**Directions**: List all lines of the data containing the word "nodes".

**Stored data**:
####

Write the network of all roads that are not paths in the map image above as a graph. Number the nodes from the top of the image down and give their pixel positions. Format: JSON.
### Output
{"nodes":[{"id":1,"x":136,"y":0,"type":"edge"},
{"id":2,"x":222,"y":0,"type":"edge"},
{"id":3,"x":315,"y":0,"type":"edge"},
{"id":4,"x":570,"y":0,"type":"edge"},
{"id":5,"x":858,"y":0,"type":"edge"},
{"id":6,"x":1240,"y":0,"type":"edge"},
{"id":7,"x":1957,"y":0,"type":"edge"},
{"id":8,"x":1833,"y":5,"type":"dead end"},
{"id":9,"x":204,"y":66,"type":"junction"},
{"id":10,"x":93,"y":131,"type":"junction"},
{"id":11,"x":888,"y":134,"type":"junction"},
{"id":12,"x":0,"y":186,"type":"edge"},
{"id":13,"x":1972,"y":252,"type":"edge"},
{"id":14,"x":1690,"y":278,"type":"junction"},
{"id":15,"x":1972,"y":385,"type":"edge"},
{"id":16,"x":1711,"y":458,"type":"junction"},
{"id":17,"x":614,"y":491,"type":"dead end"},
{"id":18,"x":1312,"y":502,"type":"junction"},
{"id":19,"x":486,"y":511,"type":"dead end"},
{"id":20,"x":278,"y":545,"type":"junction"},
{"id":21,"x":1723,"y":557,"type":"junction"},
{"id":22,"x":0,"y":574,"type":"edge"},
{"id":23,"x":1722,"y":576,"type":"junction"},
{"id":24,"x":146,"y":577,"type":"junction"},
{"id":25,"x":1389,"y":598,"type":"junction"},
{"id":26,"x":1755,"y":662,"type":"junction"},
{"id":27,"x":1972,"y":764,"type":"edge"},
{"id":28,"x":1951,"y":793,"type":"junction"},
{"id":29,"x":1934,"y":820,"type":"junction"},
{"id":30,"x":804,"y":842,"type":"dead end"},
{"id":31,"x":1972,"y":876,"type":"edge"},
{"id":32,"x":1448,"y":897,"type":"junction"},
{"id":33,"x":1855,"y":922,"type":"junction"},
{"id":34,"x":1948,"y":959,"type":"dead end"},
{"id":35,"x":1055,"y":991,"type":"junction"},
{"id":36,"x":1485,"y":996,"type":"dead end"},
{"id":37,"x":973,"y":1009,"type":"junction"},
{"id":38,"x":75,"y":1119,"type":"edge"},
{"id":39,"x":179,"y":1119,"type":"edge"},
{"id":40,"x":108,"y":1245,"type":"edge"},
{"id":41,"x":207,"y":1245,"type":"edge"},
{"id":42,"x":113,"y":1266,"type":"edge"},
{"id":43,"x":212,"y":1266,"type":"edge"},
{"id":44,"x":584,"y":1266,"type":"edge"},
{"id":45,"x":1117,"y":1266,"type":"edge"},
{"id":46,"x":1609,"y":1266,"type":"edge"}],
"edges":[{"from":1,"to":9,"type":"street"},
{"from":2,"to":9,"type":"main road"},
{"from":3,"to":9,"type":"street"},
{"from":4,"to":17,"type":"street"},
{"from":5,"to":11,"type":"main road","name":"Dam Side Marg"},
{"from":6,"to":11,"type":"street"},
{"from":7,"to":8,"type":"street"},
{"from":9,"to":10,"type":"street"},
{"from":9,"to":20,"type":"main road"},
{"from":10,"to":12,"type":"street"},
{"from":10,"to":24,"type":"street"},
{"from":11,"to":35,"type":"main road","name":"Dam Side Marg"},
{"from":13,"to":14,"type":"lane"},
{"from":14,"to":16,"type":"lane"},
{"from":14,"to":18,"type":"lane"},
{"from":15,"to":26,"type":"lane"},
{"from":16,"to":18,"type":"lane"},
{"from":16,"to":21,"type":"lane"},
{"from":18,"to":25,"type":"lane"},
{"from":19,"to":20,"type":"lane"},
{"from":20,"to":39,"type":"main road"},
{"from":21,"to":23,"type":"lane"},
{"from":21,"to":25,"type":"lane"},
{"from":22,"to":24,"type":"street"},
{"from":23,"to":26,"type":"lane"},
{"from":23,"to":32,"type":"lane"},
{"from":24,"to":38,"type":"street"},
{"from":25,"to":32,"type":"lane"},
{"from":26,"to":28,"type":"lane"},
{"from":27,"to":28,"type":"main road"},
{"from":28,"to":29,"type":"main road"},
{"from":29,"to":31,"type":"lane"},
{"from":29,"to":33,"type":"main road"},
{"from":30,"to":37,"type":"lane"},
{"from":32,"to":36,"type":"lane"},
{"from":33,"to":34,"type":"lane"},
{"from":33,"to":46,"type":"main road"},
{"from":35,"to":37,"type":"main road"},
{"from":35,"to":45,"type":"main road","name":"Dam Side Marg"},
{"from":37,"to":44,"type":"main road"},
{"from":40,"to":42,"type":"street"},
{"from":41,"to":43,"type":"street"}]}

####

**Written answer**:
Write the network of all roads that are not paths in the map image above as a graph. Number the nodes from the top of the image down and give their pixel positions. Format: JSON.
{"nodes":[{"id":1,"x":136,"y":0,"type":"edge"},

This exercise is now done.